- Work task: Write out the following listing's lines from the one with "g.lineWidth = width;" to the one with "g.translate(x, y);", exactly, with both included and no others.

- Recorded data:
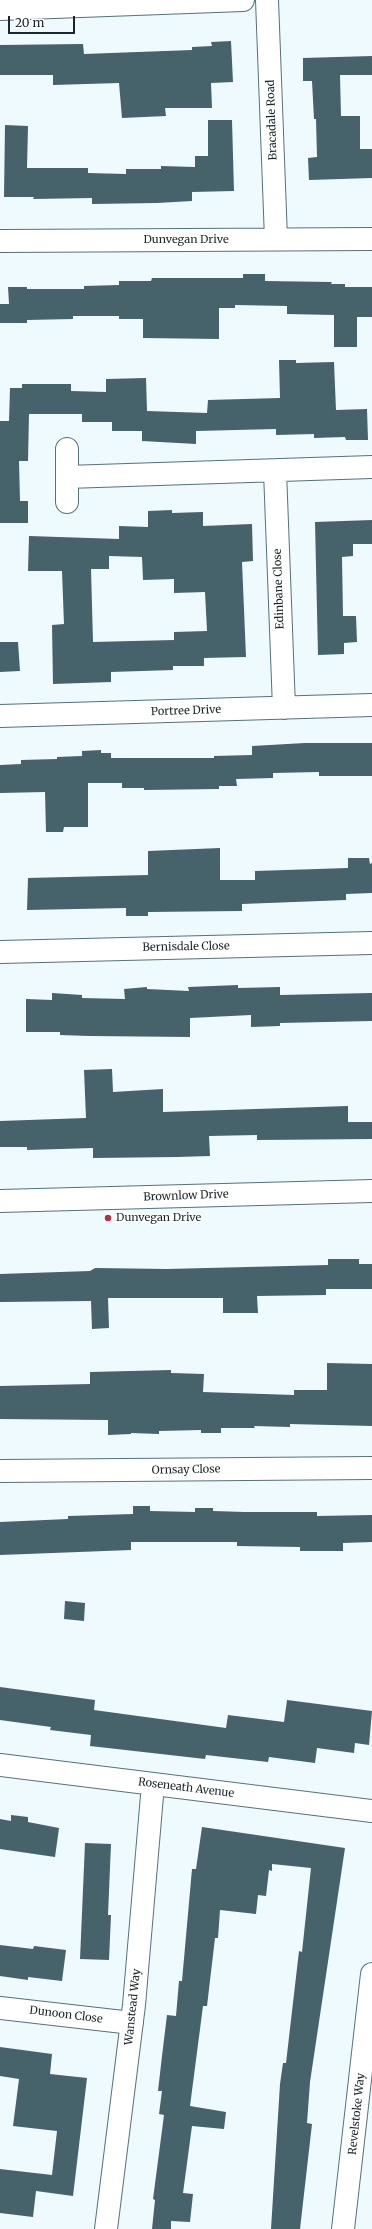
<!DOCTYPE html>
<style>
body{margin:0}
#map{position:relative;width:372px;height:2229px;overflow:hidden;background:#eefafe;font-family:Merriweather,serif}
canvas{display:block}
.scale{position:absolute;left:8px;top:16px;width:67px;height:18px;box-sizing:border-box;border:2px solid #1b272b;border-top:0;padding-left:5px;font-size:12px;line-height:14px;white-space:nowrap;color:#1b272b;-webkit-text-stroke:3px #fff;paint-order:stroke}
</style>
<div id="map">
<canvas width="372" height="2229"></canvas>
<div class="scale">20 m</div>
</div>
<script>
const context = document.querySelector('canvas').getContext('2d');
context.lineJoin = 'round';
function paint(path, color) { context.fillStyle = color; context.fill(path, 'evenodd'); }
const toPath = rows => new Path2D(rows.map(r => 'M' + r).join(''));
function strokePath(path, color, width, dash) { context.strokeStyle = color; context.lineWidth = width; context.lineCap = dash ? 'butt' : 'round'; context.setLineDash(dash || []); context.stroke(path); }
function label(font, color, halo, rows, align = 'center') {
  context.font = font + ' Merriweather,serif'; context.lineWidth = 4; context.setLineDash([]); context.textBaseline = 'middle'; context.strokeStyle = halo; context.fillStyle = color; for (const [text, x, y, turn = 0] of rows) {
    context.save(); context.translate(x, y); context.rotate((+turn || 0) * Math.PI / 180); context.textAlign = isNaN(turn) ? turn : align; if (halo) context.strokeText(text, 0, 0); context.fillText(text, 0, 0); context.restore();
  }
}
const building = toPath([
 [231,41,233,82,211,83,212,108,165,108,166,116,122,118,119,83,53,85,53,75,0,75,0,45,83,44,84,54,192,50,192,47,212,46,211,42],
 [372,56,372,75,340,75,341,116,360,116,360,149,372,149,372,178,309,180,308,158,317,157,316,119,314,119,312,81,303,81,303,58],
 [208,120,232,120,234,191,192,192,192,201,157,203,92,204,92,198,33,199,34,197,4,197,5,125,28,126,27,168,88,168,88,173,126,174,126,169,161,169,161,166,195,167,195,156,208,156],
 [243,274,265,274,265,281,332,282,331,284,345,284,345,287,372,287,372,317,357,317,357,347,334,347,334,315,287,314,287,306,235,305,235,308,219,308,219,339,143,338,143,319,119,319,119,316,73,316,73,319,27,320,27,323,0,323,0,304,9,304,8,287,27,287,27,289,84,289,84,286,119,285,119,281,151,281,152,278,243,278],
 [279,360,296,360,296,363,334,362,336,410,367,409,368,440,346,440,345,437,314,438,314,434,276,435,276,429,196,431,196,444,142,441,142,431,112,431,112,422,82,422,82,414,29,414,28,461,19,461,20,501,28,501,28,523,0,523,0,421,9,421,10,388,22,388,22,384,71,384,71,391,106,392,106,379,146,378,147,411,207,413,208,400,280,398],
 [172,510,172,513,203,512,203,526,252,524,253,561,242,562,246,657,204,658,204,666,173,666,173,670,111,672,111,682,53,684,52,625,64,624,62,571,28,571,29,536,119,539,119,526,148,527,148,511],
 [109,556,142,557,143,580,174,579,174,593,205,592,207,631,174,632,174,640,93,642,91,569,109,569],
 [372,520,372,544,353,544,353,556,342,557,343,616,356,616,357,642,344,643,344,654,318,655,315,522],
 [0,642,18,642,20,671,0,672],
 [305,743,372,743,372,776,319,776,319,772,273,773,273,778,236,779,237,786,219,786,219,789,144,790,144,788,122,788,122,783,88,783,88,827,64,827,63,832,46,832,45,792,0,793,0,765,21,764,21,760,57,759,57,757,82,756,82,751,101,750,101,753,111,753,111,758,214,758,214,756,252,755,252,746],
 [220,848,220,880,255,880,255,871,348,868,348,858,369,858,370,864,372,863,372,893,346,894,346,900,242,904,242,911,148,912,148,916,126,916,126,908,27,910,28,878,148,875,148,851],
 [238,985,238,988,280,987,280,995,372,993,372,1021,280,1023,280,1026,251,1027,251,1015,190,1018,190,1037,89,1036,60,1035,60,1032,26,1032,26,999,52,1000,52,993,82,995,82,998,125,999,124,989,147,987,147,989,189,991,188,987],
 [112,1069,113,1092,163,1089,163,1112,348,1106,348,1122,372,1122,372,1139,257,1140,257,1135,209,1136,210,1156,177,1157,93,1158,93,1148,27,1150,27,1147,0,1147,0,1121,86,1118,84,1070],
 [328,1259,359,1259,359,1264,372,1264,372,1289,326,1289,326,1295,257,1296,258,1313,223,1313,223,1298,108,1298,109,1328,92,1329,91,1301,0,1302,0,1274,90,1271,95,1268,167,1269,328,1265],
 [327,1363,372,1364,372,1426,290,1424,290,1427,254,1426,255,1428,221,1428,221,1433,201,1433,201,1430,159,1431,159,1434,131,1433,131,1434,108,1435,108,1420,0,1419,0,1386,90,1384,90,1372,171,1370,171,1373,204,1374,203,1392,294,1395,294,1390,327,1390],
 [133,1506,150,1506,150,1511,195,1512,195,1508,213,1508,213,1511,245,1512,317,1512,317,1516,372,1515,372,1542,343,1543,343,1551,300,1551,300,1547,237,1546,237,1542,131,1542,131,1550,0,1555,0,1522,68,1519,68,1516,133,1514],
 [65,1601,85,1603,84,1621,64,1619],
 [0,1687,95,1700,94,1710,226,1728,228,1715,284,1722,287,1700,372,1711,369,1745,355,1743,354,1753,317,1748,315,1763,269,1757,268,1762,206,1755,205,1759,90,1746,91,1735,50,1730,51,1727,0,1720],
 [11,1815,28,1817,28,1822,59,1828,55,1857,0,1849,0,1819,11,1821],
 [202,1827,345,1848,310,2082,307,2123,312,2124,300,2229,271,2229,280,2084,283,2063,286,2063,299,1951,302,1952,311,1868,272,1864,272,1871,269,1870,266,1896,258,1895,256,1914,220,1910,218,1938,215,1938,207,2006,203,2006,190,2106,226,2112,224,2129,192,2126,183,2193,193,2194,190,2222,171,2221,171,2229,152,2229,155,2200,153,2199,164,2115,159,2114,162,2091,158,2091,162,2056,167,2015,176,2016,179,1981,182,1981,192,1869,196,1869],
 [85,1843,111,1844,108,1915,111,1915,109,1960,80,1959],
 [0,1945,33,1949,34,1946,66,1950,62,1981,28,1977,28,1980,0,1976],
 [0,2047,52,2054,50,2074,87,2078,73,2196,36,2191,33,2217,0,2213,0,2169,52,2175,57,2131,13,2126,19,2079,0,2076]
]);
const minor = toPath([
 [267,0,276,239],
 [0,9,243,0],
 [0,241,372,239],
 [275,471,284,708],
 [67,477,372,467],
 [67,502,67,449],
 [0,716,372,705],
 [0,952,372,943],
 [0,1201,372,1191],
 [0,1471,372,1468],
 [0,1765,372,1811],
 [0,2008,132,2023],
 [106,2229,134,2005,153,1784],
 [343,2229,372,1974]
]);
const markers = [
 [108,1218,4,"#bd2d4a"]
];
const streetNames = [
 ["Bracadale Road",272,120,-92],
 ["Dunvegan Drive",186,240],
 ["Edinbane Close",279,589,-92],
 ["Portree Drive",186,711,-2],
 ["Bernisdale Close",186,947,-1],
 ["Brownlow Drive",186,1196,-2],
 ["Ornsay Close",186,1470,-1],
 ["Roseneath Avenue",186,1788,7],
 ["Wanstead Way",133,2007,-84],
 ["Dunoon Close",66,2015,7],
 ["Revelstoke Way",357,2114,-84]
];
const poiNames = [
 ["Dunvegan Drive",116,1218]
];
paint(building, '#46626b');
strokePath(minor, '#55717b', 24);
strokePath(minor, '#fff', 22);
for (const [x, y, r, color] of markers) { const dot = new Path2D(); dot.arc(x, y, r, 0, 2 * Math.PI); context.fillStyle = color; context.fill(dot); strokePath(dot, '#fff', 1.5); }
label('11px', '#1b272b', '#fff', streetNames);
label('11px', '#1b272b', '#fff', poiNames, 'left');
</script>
---
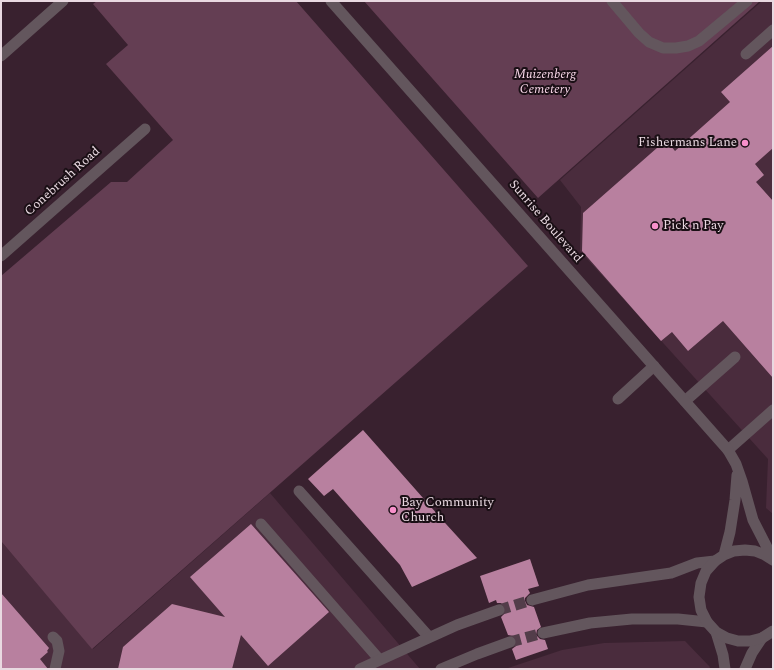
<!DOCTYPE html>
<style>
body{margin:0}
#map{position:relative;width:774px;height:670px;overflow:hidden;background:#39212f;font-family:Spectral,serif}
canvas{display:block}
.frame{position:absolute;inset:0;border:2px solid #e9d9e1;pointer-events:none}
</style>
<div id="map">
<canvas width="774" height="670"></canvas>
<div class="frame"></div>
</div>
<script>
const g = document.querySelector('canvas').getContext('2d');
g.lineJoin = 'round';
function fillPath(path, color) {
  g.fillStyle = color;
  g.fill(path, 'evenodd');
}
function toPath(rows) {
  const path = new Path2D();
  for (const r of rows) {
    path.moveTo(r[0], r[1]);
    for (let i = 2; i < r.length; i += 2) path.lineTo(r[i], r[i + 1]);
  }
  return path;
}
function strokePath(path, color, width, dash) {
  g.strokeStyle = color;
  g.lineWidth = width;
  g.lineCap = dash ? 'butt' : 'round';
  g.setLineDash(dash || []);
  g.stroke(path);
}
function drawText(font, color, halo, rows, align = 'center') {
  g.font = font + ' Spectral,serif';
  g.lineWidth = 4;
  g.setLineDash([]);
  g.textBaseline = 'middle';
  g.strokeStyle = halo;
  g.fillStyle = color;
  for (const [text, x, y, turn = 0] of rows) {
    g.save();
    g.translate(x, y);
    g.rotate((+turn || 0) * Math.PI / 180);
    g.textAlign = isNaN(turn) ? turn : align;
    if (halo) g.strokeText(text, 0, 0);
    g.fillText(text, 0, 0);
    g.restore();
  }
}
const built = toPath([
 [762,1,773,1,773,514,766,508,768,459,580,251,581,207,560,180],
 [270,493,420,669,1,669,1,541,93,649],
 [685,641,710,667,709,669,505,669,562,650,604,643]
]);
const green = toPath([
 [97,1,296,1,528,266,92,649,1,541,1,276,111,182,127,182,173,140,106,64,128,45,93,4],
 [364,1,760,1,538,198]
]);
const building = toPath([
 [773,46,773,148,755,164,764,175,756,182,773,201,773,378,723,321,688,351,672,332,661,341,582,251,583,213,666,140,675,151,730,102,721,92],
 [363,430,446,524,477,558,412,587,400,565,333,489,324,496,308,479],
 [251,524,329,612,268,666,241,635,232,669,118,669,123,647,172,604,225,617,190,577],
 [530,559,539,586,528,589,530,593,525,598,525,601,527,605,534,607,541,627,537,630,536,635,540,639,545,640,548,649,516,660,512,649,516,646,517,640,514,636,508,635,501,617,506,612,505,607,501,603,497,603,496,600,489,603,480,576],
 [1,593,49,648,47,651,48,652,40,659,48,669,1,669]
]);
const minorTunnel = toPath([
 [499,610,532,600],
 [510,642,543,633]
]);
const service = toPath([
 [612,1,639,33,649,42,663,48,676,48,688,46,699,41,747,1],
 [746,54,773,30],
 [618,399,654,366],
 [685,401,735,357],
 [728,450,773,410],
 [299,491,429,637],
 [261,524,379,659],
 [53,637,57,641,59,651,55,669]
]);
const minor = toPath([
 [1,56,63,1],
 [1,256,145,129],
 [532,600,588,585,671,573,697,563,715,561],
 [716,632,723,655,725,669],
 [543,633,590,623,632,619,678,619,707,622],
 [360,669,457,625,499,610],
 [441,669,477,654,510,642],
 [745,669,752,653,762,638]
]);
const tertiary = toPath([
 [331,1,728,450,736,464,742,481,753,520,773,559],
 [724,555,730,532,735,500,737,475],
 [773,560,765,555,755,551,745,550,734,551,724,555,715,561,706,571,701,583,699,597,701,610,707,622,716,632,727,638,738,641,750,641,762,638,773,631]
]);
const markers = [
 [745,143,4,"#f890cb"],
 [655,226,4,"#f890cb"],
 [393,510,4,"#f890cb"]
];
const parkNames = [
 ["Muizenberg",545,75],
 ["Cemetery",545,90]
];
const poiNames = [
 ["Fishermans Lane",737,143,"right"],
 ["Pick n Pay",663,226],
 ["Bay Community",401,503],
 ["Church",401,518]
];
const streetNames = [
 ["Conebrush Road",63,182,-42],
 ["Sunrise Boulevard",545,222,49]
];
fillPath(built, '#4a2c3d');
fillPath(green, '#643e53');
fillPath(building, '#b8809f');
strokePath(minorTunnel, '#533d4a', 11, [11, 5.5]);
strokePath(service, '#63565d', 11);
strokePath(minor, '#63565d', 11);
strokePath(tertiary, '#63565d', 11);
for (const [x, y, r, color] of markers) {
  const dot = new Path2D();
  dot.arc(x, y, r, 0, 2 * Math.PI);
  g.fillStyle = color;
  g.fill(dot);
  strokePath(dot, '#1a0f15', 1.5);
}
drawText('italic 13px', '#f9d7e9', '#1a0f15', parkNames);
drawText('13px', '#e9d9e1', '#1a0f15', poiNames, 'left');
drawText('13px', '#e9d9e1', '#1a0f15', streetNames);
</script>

- Result for this task:
  g.lineWidth = width;
  g.lineCap = dash ? 'butt' : 'round';
  g.setLineDash(dash || []);
  g.stroke(path);
}
function drawText(font, color, halo, rows, align = 'center') {
  g.font = font + ' Spectral,serif';
  g.lineWidth = 4;
  g.setLineDash([]);
  g.textBaseline = 'middle';
  g.strokeStyle = halo;
  g.fillStyle = color;
  for (const [text, x, y, turn = 0] of rows) {
    g.save();
    g.translate(x, y);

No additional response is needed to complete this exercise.